Afua Hirsch’s memoir Brit(ish) adds a new chapter to the body of work on race in the UK

As every economic or political immigrant knows, the real enigma of arrival is to look in two directions. Immigrants gaze back at the homelands and family they have left behind; and they look anxiously at the customs, language and laws of the country they have adopted. Making sense of both can take a lifetime.

Afua Hirsch, the author of Brit(ish), who has worked at Sky News and the Guardian, was born in Norway to a British father and Ghanaian mother and grew up in prosperous Wimbledon, south-west London. She studied Philosophy, Politics and Economics at Oxford before graduating in law. Her experience of violent racism seems to be limited, but she writes of the cumulative toll of regular infractions while studying and working as a lawyer and journalist, described as acts of “othering”, “micro-aggressions” and “subtle prejudice”.

Of visiting a shop near her home, she writes: “The harshest lessons came in my late teens, visiting my best friend at work at a boutique in Wimbledon Village. The manager told her I could not come in. ‘It’s off-putting to the other customers,’ she said, ‘and the black girls are thieves. Tell her she’s not welcome.’” On another occasion, a man on the Underground threatened to beat Hirsch with his belt because “you people are out of control”. The incidents coincided with a growing curiosity about her mother’s homeland, which is common to many second-generation children. Hirsch first visited Accra with her mother in 1995: “I don’t think I had realised that there was a world in which black people could be in charge.” In the early 2000s, she worked for a development organisation and was based in Senegal for two years. A decade later, as recession and austerity gripped Europe, she returned to Accra as the Guardian’s West Africa correspondent.

Half a century ago, Hirsch would have been described as a “returnee”; in 2012, the changing nature of global wealth and identity saw the brief rise of a more assertive term, “Afropolitan”.

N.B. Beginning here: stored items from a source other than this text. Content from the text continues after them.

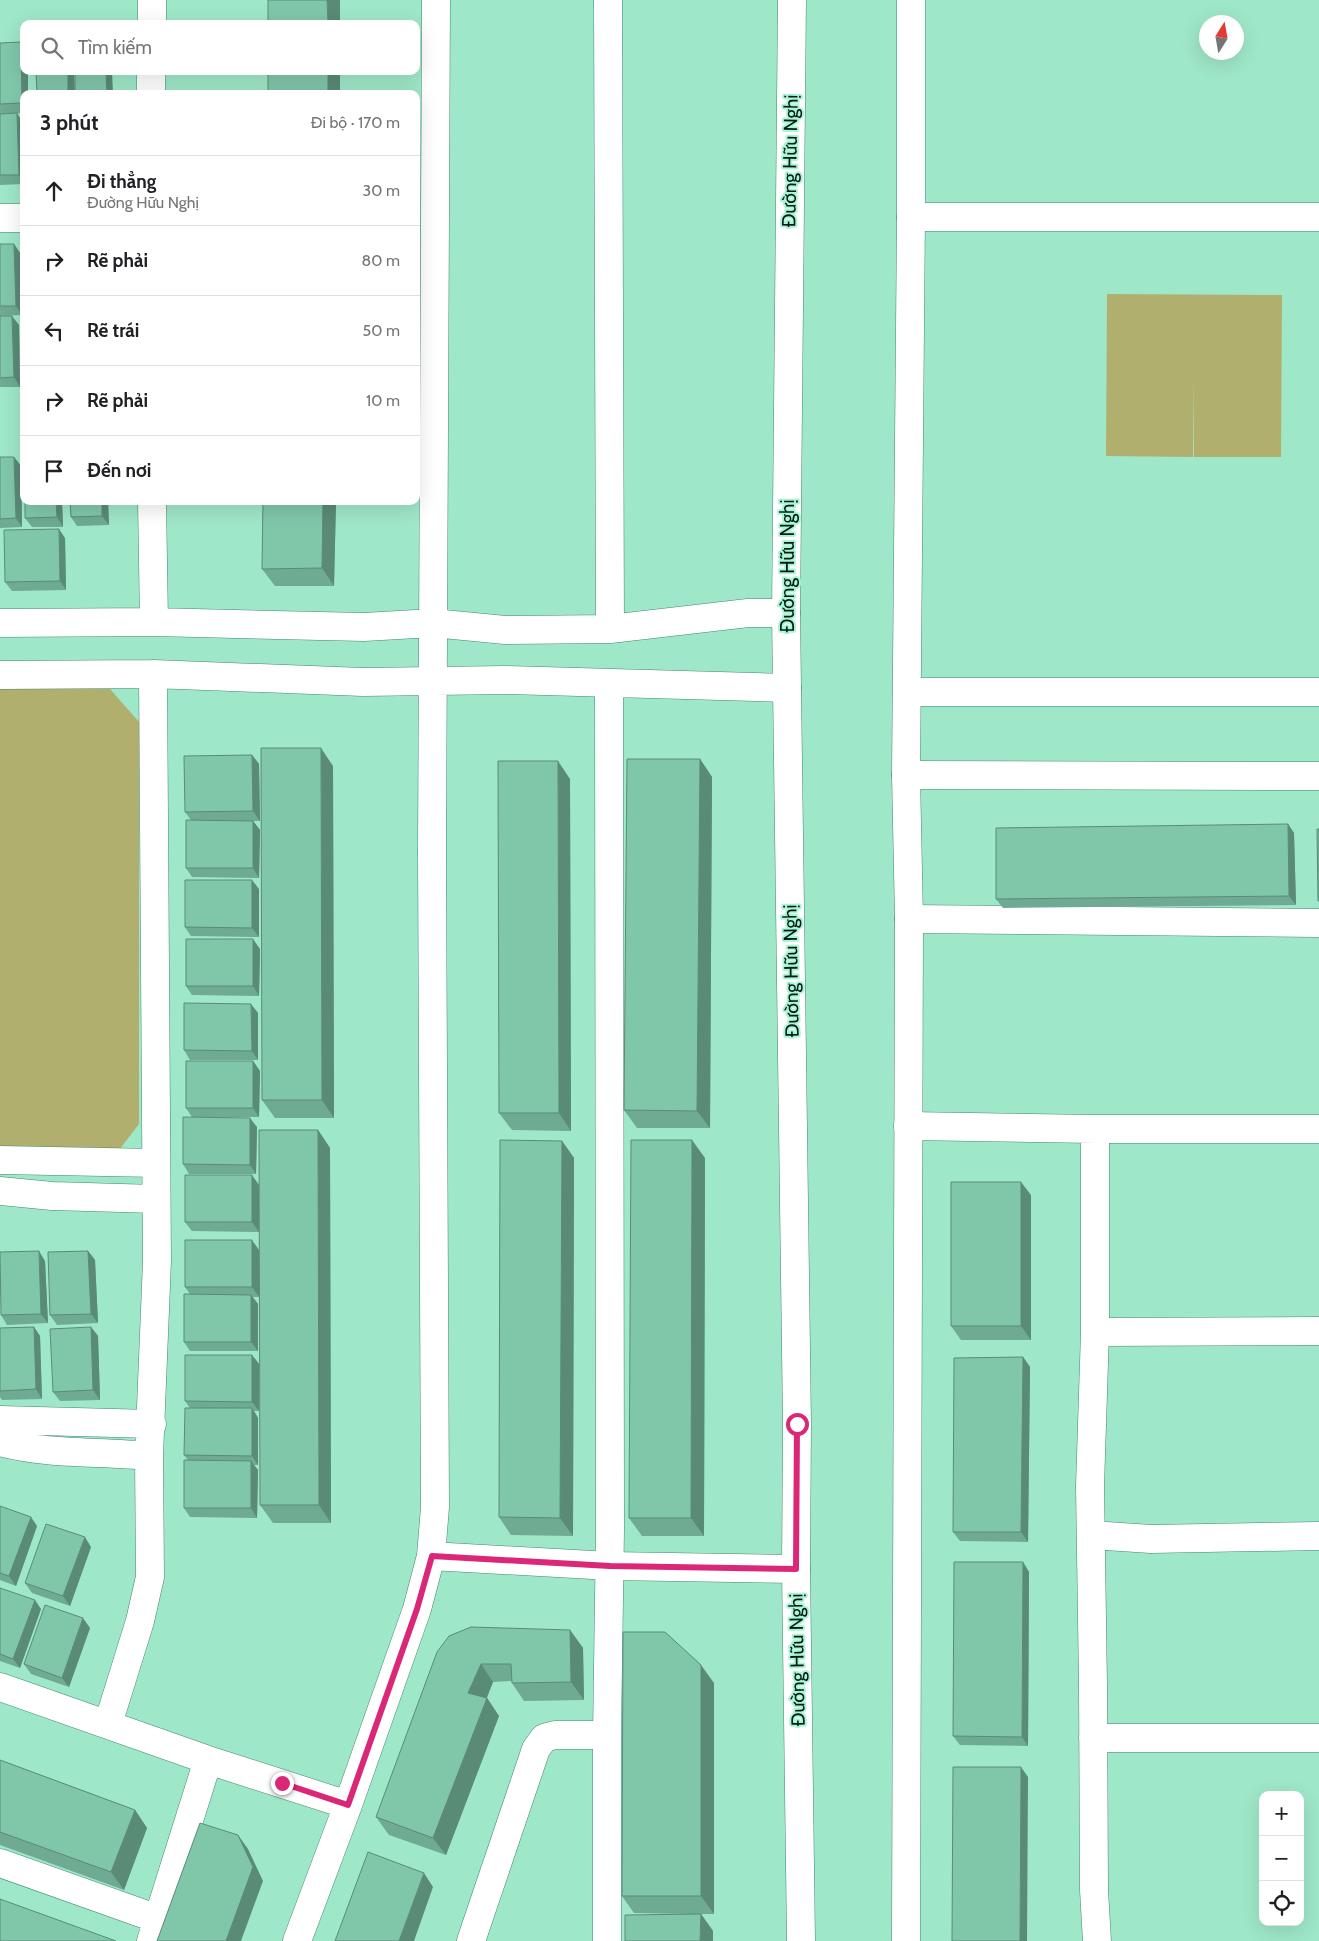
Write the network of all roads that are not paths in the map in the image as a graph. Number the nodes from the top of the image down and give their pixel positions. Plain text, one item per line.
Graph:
1 (152, 0) edge
2 (436, 0) edge
3 (608, 0) edge
4 (792, 0) edge
5 (911, 0) edge
6 (152, 20) edge
7 (151, 75) edge
8 (151, 90) edge
9 (911, 217) junction
10 (1319, 217) edge
11 (0, 218) edge
12 (20, 218) edge
13 (152, 505) edge
14 (786, 613) junction
15 (154, 622) junction
16 (0, 623) edge
17 (433, 623) junction
18 (610, 629) junction
19 (153, 674) junction
20 (0, 675) edge
21 (433, 680) junction
22 (609, 683) junction
23 (788, 688) junction
24 (907, 692) junction
25 (1319, 692) edge
26 (906, 775) junction
27 (1319, 776) edge
28 (909, 919) junction
29 (1319, 924) edge
30 (908, 1126) junction
31 (1095, 1128) junction
32 (1319, 1129) edge
33 (0, 1160) edge
34 (156, 1163) junction
35 (0, 1191) edge
36 (156, 1200) junction
37 (1319, 1331) edge
38 (1095, 1332) junction
39 (0, 1420) edge
40 (152, 1424) junction
41 (0, 1442) edge
42 (149, 1456) junction
43 (1091, 1536) junction
44 (1319, 1536) edge
45 (432, 1556) junction
46 (610, 1566) junction
47 (796, 1569) junction
48 (0, 1687) edge
49 (108, 1724) junction
50 (607, 1735) junction
51 (1093, 1738) junction
52 (1319, 1738) edge
53 (208, 1760) junction
54 (348, 1805) junction
55 (0, 1863) edge
56 (155, 1930) edge
57 (297, 1941) edge
58 (471, 1941) edge
59 (607, 1941) edge
60 (800, 1941) edge
61 (906, 1941) edge
62 (1096, 1941) edge

1 - 6 street
2 - 17 street
3 - 18 street
4 - 14 street, Đường Hữu Nghị
5 - 9 street
7 - 8 street
9 - 10 street
9 - 24 street
11 - 12 street
13 - 15 street
14 - 18 street
14 - 23 street, Đường Hữu Nghị
15 - 16 street
15 - 17 street
17 - 18 street
17 - 21 street
19 - 20 street
19 - 21 street
19 - 34 street
21 - 22 street
21 - 45 street
22 - 23 street
22 - 46 street
23 - 47 street, Đường Hữu Nghị
24 - 25 street
24 - 26 street
26 - 27 street
26 - 28 street
28 - 29 street
28 - 30 street
30 - 31 street
30 - 61 street
31 - 32 street
31 - 38 street
33 - 34 street
34 - 36 street
35 - 36 street
36 - 40 street
37 - 38 street
38 - 43 street
39 - 40 street
40 - 42 street
41 - 42 street
42 - 49 street
43 - 44 street
43 - 51 street
45 - 46 street
45 - 54 street
46 - 47 street
46 - 50 street
47 - 60 street, Đường Hữu Nghị
48 - 49 street
49 - 53 street
50 - 58 street
50 - 59 street
51 - 52 street
51 - 62 street
53 - 54 street
53 - 56 street
54 - 57 street
55 - 56 street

But Ghana failed to provide Hirsch with an enduring sense of arrival. “For someone like me, Britishness contains the threat of exclusion,” she writes. “An exclusion only made more sinister by discovering – after so many years of searching – that there is nowhere else to go.” Like Filipinos returning home after decades in the Arabian Gulf, Hirsch felt like a privileged outsider who ostensibly viewed a poor country from the safety of a guarded community.

This section of Brit(ish) provides some of the memoir’s most valuable insights. It also could have benefited from more detail; I would have liked to have learned if, like expat Indians who have returned to Mumbai or Bangalore over the last 20 years, Hirsch considered immersing herself in Ghana’s roaring economy by opening a business. She is currently collaborating on a clothing line inspired by Ghanaian culture.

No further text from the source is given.